The Importance of Provenance
- Provenance fosters trust
- Provenance provides a critical foundation for assessing authenticity and allowing reproducibility
Representing Provenance
- PROV is used to represent Provenance
Three Uses of Provenance
- Provenance as Process(Computing Steps, Actions, etc)
- Provenance as Resources themselves
- Provenance as Attribution (to people, institutions, etc)
Publishing Data
Problem with current practice
- Data is often not made available in publications. Lack of reproducibility.
- Data made available through investigator’s URL, but URL does not resolve.
Best practices to make data accessible
Data Citation
- Data repositories and journals often specify how to cite data
- Unique persistent Identifiers:main types of Unique Identifiers include:
- Uniform Resource Locator (URL): minimal effort to create. No guarantee of persistence. Should not be used in papers.
- Persistent URL (PURL): the same PURL can be resolved to different web address over time. It is easy to create your own PURLs, just remember to update whenever you move the data.
- Digital Object Identifier (DOI): DOI can only be issued by a DOI authority. Data repositories can issue DOIs for data.
Accessibility
- Manual Accessibility
- Machine Accessibility
General metadata & Domain Specific meta data
Publication in a shared repository
Choose a License for data
- Recommended: CC-BY and CC0
Publishing Software
Software citation
- As with data, use a persistent unique identifier (PURL or DOI)
- How to cite the software:
- With an in-text pointer as you would cite any other paper (recommended)
- With an in-text pointer in the “Acknowledgments” section
Choosing an License for Software
- Copyright: automatically applied to software when it is created to grant the creator exclusive rights as an intellectual property
- Open source license: reduce constraints and enable software developers to make their source code available to public.
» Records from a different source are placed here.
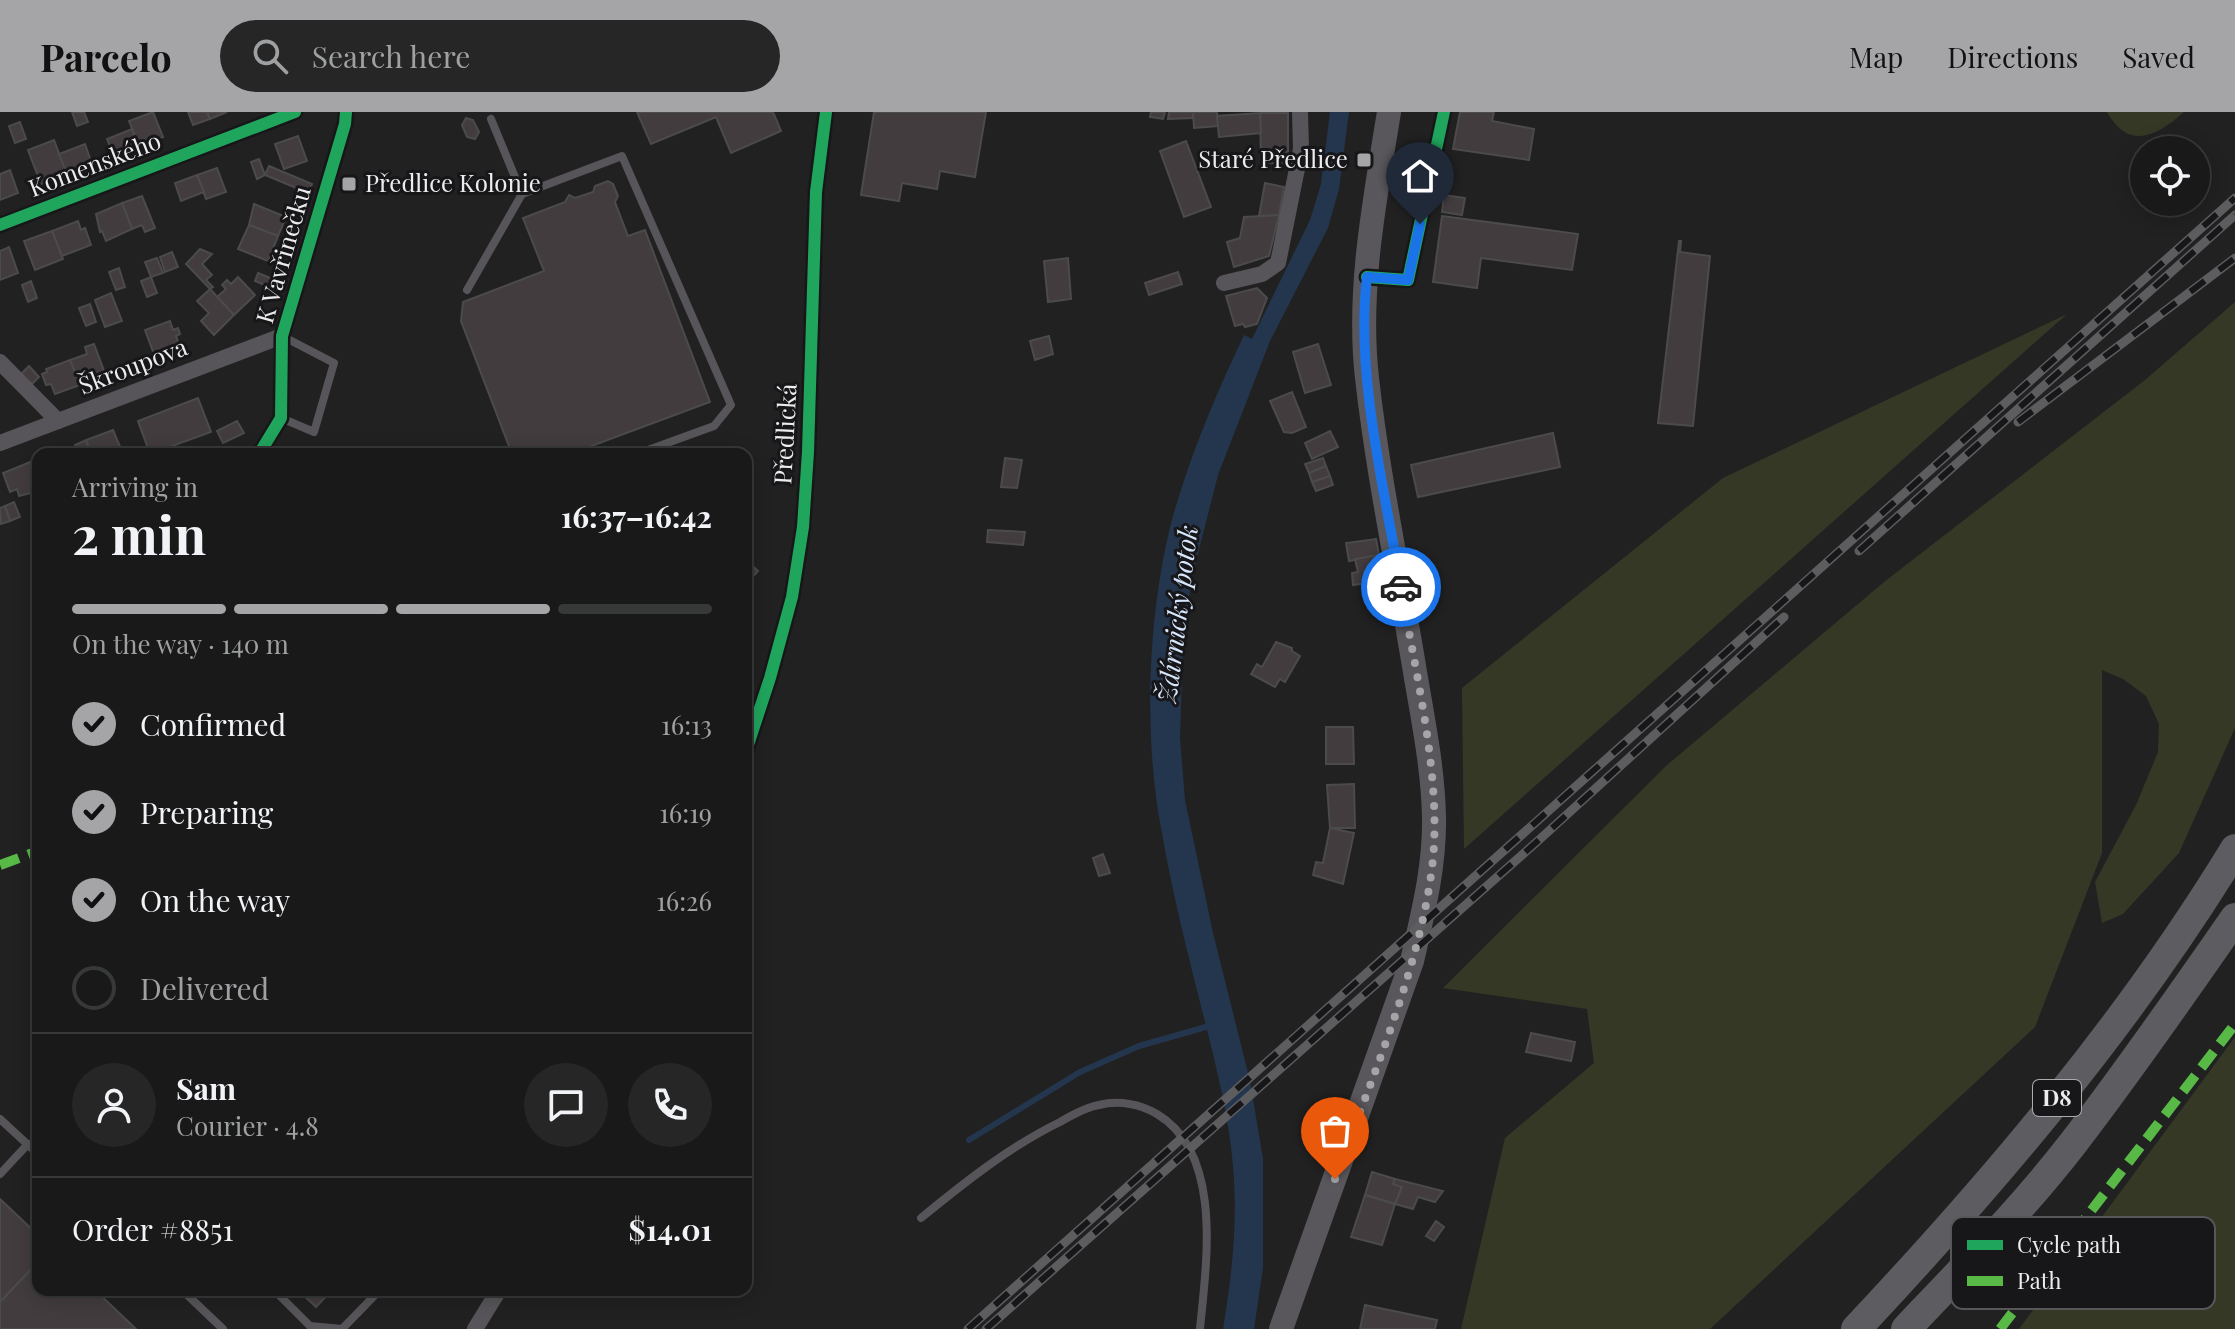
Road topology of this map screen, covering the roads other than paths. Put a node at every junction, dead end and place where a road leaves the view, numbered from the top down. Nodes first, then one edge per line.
1 (295, 112) edge
2 (346, 112) edge
3 (826, 112) edge
4 (1300, 112) edge
5 (1389, 112) edge
6 (1444, 112) edge
7 (491, 119) dead end
8 (522, 194) junction
9 (0, 225) edge
10 (1367, 277) junction
11 (1224, 283) dead end
12 (467, 290) dead end
13 (282, 336) junction
14 (0, 362) edge
15 (281, 418) junction
16 (58, 421) junction
17 (0, 443) edge
18 (263, 448) edge
19 (654, 448) edge
20 (752, 733) edge
21 (2235, 849) edge
22 (2235, 918) edge
23 (0, 1119) edge
24 (28, 1144) junction
25 (32, 1148) edge
26 (0, 1174) edge
27 (1960, 1217) edge
28 (2009, 1217) edge
29 (921, 1218) dead end
30 (1951, 1228) edge
31 (1951, 1281) edge
32 (188, 1296) edge
33 (280, 1296) edge
34 (374, 1296) edge
35 (495, 1296) edge
36 (223, 1329) edge
37 (475, 1329) edge
38 (1200, 1329) edge
39 (1281, 1329) edge
40 (1856, 1329) edge
41 (1906, 1329) edge

1 - 9 street, Komenského
2 - 13 street, K Vavřinečku
3 - 20 street, Předlická
4 - 11 street
5 - 10 main road
6 - 10 street
7 - 8 lane
8 - 12 lane
8 - 19 lane
10 - 39 main road
13 - 15 street, K Vavřinečku
13 - 15 lane
13 - 16 street, Škroupova
14 - 16 street
15 - 18 street
16 - 17 street, Škroupova
21 - 27 highway, D8
22 - 28 highway, D8
23 - 24 lane
24 - 25 lane
24 - 26 lane
29 - 38 lane
30 - 40 highway, D8
31 - 41 highway, D8
32 - 36 lane
33 - 34 lane
35 - 37 street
Ideal data science reports
- Data: available in a public repository, including documented metadata, a clear license specifying conditions of use, and citable using a unique and persistent identifier.
- Software: available in a public repository, with documentation, a license for reuse, and a unique and citable persistent identifier.
- Provenance: documented for all results with a workflow sketch and with a provenance record.
Metadata standards:
- Friend-of-a-Friend (FOAF): focus is describing people and their relationships.
- OWL Time: a proper ontology with detailed constraints about classes and properties.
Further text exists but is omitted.